◆ What is needed ◆
Transcribe every record beneath, precisely as written.

◆ Records contained in a dataset ◆
* * * * * * *

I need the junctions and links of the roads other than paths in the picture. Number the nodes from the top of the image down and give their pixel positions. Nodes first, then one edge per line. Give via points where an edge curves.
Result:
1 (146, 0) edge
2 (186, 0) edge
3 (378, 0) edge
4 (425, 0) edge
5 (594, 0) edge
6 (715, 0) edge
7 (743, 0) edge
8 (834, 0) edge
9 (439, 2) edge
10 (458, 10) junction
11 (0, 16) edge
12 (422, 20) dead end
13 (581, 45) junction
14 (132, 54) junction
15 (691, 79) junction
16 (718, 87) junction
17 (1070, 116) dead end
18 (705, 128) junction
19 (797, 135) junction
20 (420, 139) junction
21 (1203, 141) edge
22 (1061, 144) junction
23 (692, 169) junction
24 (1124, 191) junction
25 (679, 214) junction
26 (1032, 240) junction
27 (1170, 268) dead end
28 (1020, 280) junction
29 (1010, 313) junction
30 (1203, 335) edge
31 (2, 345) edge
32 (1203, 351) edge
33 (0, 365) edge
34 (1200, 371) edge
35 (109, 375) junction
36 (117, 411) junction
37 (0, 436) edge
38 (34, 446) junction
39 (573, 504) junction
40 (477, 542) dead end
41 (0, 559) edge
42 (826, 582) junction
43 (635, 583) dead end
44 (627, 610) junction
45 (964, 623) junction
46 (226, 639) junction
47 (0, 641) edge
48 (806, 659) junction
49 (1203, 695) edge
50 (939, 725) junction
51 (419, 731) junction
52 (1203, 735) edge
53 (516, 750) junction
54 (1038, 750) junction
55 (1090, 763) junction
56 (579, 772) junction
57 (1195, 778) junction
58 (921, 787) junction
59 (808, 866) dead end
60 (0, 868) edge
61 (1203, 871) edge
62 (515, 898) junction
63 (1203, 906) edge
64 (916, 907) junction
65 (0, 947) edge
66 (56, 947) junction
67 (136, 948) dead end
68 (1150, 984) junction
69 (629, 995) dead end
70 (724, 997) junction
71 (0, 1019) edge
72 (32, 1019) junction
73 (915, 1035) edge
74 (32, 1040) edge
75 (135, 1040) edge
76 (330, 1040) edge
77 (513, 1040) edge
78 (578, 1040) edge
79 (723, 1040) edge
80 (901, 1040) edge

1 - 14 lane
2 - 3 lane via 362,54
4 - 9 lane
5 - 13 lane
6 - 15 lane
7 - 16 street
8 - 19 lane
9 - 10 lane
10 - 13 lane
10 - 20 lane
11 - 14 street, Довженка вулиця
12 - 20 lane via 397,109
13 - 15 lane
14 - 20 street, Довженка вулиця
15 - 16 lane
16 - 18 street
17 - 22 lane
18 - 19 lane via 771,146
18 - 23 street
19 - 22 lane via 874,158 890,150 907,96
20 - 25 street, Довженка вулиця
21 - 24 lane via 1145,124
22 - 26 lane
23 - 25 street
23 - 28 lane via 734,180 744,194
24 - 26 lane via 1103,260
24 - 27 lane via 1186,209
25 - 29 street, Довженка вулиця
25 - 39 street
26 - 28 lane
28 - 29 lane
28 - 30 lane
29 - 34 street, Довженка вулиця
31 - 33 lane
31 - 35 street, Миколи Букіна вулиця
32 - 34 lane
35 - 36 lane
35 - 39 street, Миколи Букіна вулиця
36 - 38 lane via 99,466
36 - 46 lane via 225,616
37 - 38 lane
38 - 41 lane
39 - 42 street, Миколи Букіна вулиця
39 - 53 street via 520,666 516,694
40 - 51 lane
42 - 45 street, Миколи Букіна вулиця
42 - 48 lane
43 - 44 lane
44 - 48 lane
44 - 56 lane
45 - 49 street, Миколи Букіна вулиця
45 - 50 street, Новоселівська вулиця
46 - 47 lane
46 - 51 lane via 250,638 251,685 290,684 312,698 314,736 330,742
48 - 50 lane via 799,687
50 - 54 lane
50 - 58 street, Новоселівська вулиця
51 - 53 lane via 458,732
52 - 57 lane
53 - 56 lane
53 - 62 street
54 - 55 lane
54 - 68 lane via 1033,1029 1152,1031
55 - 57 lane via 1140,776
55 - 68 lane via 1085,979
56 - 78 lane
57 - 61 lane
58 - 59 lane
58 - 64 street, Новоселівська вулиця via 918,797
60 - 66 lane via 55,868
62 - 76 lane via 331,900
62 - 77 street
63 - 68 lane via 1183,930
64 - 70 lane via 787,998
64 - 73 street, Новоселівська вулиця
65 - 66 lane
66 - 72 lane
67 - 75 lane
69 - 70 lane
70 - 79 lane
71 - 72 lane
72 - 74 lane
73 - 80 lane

* * * * * * *

◆ Your solution ◆
I need the junctions and links of the roads other than paths in the picture. Number the nodes from the top of the image down and give their pixel positions. Nodes first, then one edge per line. Give via points where an edge curves.
Result:
1 (146, 0) edge
2 (186, 0) edge
3 (378, 0) edge
4 (425, 0) edge
5 (594, 0) edge
6 (715, 0) edge
7 (743, 0) edge
8 (834, 0) edge
9 (439, 2) edge
10 (458, 10) junction
11 (0, 16) edge
12 (422, 20) dead end
13 (581, 45) junction
14 (132, 54) junction
15 (691, 79) junction
16 (718, 87) junction
17 (1070, 116) dead end
18 (705, 128) junction
19 (797, 135) junction
20 (420, 139) junction
21 (1203, 141) edge
22 (1061, 144) junction
23 (692, 169) junction
24 (1124, 191) junction
25 (679, 214) junction
26 (1032, 240) junction
27 (1170, 268) dead end
28 (1020, 280) junction
29 (1010, 313) junction
30 (1203, 335) edge
31 (2, 345) edge
32 (1203, 351) edge
33 (0, 365) edge
34 (1200, 371) edge
35 (109, 375) junction
36 (117, 411) junction
37 (0, 436) edge
38 (34, 446) junction
39 (573, 504) junction
40 (477, 542) dead end
41 (0, 559) edge
42 (826, 582) junction
43 (635, 583) dead end
44 (627, 610) junction
45 (964, 623) junction
46 (226, 639) junction
47 (0, 641) edge
48 (806, 659) junction
49 (1203, 695) edge
50 (939, 725) junction
51 (419, 731) junction
52 (1203, 735) edge
53 (516, 750) junction
54 (1038, 750) junction
55 (1090, 763) junction
56 (579, 772) junction
57 (1195, 778) junction
58 (921, 787) junction
59 (808, 866) dead end
60 (0, 868) edge
61 (1203, 871) edge
62 (515, 898) junction
63 (1203, 906) edge
64 (916, 907) junction
65 (0, 947) edge
66 (56, 947) junction
67 (136, 948) dead end
68 (1150, 984) junction
69 (629, 995) dead end
70 (724, 997) junction
71 (0, 1019) edge
72 (32, 1019) junction
73 (915, 1035) edge
74 (32, 1040) edge
75 (135, 1040) edge
76 (330, 1040) edge
77 (513, 1040) edge
78 (578, 1040) edge
79 (723, 1040) edge
80 (901, 1040) edge

1 - 14 lane
2 - 3 lane via 362,54
4 - 9 lane
5 - 13 lane
6 - 15 lane
7 - 16 street
8 - 19 lane
9 - 10 lane
10 - 13 lane
10 - 20 lane
11 - 14 street, Довженка вулиця
12 - 20 lane via 397,109
13 - 15 lane
14 - 20 street, Довженка вулиця
15 - 16 lane
16 - 18 street
17 - 22 lane
18 - 19 lane via 771,146
18 - 23 street
19 - 22 lane via 874,158 890,150 907,96
20 - 25 street, Довженка вулиця
21 - 24 lane via 1145,124
22 - 26 lane
23 - 25 street
23 - 28 lane via 734,180 744,194
24 - 26 lane via 1103,260
24 - 27 lane via 1186,209
25 - 29 street, Довженка вулиця
25 - 39 street
26 - 28 lane
28 - 29 lane
28 - 30 lane
29 - 34 street, Довженка вулиця
31 - 33 lane
31 - 35 street, Миколи Букіна вулиця
32 - 34 lane
35 - 36 lane
35 - 39 street, Миколи Букіна вулиця
36 - 38 lane via 99,466
36 - 46 lane via 225,616
37 - 38 lane
38 - 41 lane
39 - 42 street, Миколи Букіна вулиця
39 - 53 street via 520,666 516,694
40 - 51 lane
42 - 45 street, Миколи Букіна вулиця
42 - 48 lane
43 - 44 lane
44 - 48 lane
44 - 56 lane
45 - 49 street, Миколи Букіна вулиця
45 - 50 street, Новоселівська вулиця
46 - 47 lane
46 - 51 lane via 250,638 251,685 290,684 312,698 314,736 330,742
48 - 50 lane via 799,687
50 - 54 lane
50 - 58 street, Новоселівська вулиця
51 - 53 lane via 458,732
52 - 57 lane
53 - 56 lane
53 - 62 street
54 - 55 lane
54 - 68 lane via 1033,1029 1152,1031
55 - 57 lane via 1140,776
55 - 68 lane via 1085,979
56 - 78 lane
57 - 61 lane
58 - 59 lane
58 - 64 street, Новоселівська вулиця via 918,797
60 - 66 lane via 55,868
62 - 76 lane via 331,900
62 - 77 street
63 - 68 lane via 1183,930
64 - 70 lane via 787,998
64 - 73 street, Новоселівська вулиця
65 - 66 lane
66 - 72 lane
67 - 75 lane
69 - 70 lane
70 - 79 lane
71 - 72 lane
72 - 74 lane
73 - 80 lane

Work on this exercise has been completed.